_RECORDS TO USE:_
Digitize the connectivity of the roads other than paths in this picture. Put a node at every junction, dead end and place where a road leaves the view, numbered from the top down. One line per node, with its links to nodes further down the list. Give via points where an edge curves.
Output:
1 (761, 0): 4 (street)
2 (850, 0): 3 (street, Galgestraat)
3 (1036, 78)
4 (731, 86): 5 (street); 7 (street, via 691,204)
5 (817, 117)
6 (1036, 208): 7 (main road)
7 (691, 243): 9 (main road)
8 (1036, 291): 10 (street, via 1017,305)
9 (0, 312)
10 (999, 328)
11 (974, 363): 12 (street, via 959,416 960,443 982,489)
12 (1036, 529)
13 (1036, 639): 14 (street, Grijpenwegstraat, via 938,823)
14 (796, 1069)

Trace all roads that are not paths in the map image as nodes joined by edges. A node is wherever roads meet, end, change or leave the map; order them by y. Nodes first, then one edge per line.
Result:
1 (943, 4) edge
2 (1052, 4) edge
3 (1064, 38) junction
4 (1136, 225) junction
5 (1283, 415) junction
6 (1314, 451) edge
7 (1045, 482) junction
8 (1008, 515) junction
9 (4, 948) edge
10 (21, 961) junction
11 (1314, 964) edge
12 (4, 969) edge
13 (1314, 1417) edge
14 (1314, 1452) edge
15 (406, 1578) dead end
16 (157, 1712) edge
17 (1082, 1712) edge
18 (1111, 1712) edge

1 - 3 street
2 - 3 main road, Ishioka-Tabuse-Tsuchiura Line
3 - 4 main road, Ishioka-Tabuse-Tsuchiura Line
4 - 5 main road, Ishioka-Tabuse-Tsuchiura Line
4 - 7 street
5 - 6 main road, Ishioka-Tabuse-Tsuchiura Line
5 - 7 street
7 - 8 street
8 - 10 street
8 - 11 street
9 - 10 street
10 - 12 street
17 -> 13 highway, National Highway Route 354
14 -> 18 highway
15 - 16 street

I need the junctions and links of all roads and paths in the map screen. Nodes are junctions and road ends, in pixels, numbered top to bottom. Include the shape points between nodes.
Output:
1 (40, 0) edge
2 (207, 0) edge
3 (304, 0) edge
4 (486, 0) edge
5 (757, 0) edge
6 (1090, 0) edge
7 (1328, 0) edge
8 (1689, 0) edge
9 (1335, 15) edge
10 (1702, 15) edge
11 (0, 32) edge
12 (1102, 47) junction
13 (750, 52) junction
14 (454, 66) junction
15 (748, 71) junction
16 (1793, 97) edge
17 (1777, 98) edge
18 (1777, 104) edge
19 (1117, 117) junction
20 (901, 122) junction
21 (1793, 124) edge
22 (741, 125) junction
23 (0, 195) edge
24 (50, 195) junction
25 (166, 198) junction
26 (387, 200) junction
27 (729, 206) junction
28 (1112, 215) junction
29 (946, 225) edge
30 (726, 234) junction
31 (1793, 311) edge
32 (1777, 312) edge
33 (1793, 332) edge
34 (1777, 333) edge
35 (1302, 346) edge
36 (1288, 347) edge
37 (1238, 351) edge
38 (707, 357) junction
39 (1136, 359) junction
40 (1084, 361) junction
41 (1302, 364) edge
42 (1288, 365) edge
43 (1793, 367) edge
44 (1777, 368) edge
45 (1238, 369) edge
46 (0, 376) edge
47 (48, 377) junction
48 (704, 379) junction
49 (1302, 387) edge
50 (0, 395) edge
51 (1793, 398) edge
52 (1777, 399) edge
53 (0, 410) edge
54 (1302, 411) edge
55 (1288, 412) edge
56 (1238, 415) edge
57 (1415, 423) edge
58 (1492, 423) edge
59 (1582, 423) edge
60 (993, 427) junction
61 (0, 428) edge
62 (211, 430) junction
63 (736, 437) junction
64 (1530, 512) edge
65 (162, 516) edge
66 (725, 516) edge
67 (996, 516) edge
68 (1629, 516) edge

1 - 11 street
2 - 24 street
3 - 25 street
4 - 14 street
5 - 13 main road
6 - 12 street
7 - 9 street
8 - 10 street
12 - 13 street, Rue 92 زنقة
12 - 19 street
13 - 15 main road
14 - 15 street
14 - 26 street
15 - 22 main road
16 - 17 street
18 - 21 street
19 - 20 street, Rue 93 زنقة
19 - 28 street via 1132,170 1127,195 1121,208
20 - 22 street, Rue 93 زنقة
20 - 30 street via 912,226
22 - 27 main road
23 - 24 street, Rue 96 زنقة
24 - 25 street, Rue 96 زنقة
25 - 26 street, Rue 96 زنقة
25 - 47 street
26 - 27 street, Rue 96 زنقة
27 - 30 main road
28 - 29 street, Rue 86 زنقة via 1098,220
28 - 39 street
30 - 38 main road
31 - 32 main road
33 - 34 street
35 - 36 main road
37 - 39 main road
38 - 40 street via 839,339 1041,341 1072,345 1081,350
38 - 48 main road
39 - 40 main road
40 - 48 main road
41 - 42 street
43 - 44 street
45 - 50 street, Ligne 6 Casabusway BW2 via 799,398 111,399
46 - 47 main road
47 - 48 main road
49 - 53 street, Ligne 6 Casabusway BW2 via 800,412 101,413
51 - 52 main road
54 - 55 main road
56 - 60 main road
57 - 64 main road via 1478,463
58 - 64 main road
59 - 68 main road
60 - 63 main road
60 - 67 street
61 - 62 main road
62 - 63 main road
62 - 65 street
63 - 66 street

_PROBLEM STATEMENT:_ Nothing should be left out: repeat all of the data exactly.

_ANSWER BOX:_
Digitize the connectivity of the roads other than paths in this picture. Put a node at every junction, dead end and place where a road leaves the view, numbered from the top down. One line per node, with its links to nodes further down the list. Give via points where an edge curves.
Output:
1 (761, 0): 4 (street)
2 (850, 0): 3 (street, Galgestraat)
3 (1036, 78)
4 (731, 86): 5 (street); 7 (street, via 691,204)
5 (817, 117)
6 (1036, 208): 7 (main road)
7 (691, 243): 9 (main road)
8 (1036, 291): 10 (street, via 1017,305)
9 (0, 312)
10 (999, 328)
11 (974, 363): 12 (street, via 959,416 960,443 982,489)
12 (1036, 529)
13 (1036, 639): 14 (street, Grijpenwegstraat, via 938,823)
14 (796, 1069)

Trace all roads that are not paths in the map image as nodes joined by edges. A node is wherever roads meet, end, change or leave the map; order them by y. Nodes first, then one edge per line.
Result:
1 (943, 4) edge
2 (1052, 4) edge
3 (1064, 38) junction
4 (1136, 225) junction
5 (1283, 415) junction
6 (1314, 451) edge
7 (1045, 482) junction
8 (1008, 515) junction
9 (4, 948) edge
10 (21, 961) junction
11 (1314, 964) edge
12 (4, 969) edge
13 (1314, 1417) edge
14 (1314, 1452) edge
15 (406, 1578) dead end
16 (157, 1712) edge
17 (1082, 1712) edge
18 (1111, 1712) edge

1 - 3 street
2 - 3 main road, Ishioka-Tabuse-Tsuchiura Line
3 - 4 main road, Ishioka-Tabuse-Tsuchiura Line
4 - 5 main road, Ishioka-Tabuse-Tsuchiura Line
4 - 7 street
5 - 6 main road, Ishioka-Tabuse-Tsuchiura Line
5 - 7 street
7 - 8 street
8 - 10 street
8 - 11 street
9 - 10 street
10 - 12 street
17 -> 13 highway, National Highway Route 354
14 -> 18 highway
15 - 16 street

I need the junctions and links of all roads and paths in the map screen. Nodes are junctions and road ends, in pixels, numbered top to bottom. Include the shape points between nodes.
Output:
1 (40, 0) edge
2 (207, 0) edge
3 (304, 0) edge
4 (486, 0) edge
5 (757, 0) edge
6 (1090, 0) edge
7 (1328, 0) edge
8 (1689, 0) edge
9 (1335, 15) edge
10 (1702, 15) edge
11 (0, 32) edge
12 (1102, 47) junction
13 (750, 52) junction
14 (454, 66) junction
15 (748, 71) junction
16 (1793, 97) edge
17 (1777, 98) edge
18 (1777, 104) edge
19 (1117, 117) junction
20 (901, 122) junction
21 (1793, 124) edge
22 (741, 125) junction
23 (0, 195) edge
24 (50, 195) junction
25 (166, 198) junction
26 (387, 200) junction
27 (729, 206) junction
28 (1112, 215) junction
29 (946, 225) edge
30 (726, 234) junction
31 (1793, 311) edge
32 (1777, 312) edge
33 (1793, 332) edge
34 (1777, 333) edge
35 (1302, 346) edge
36 (1288, 347) edge
37 (1238, 351) edge
38 (707, 357) junction
39 (1136, 359) junction
40 (1084, 361) junction
41 (1302, 364) edge
42 (1288, 365) edge
43 (1793, 367) edge
44 (1777, 368) edge
45 (1238, 369) edge
46 (0, 376) edge
47 (48, 377) junction
48 (704, 379) junction
49 (1302, 387) edge
50 (0, 395) edge
51 (1793, 398) edge
52 (1777, 399) edge
53 (0, 410) edge
54 (1302, 411) edge
55 (1288, 412) edge
56 (1238, 415) edge
57 (1415, 423) edge
58 (1492, 423) edge
59 (1582, 423) edge
60 (993, 427) junction
61 (0, 428) edge
62 (211, 430) junction
63 (736, 437) junction
64 (1530, 512) edge
65 (162, 516) edge
66 (725, 516) edge
67 (996, 516) edge
68 (1629, 516) edge

1 - 11 street
2 - 24 street
3 - 25 street
4 - 14 street
5 - 13 main road
6 - 12 street
7 - 9 street
8 - 10 street
12 - 13 street, Rue 92 زنقة
12 - 19 street
13 - 15 main road
14 - 15 street
14 - 26 street
15 - 22 main road
16 - 17 street
18 - 21 street
19 - 20 street, Rue 93 زنقة
19 - 28 street via 1132,170 1127,195 1121,208
20 - 22 street, Rue 93 زنقة
20 - 30 street via 912,226
22 - 27 main road
23 - 24 street, Rue 96 زنقة
24 - 25 street, Rue 96 زنقة
25 - 26 street, Rue 96 زنقة
25 - 47 street
26 - 27 street, Rue 96 زنقة
27 - 30 main road
28 - 29 street, Rue 86 زنقة via 1098,220
28 - 39 street
30 - 38 main road
31 - 32 main road
33 - 34 street
35 - 36 main road
37 - 39 main road
38 - 40 street via 839,339 1041,341 1072,345 1081,350
38 - 48 main road
39 - 40 main road
40 - 48 main road
41 - 42 street
43 - 44 street
45 - 50 street, Ligne 6 Casabusway BW2 via 799,398 111,399
46 - 47 main road
47 - 48 main road
49 - 53 street, Ligne 6 Casabusway BW2 via 800,412 101,413
51 - 52 main road
54 - 55 main road
56 - 60 main road
57 - 64 main road via 1478,463
58 - 64 main road
59 - 68 main road
60 - 63 main road
60 - 67 street
61 - 62 main road
62 - 63 main road
62 - 65 street
63 - 66 street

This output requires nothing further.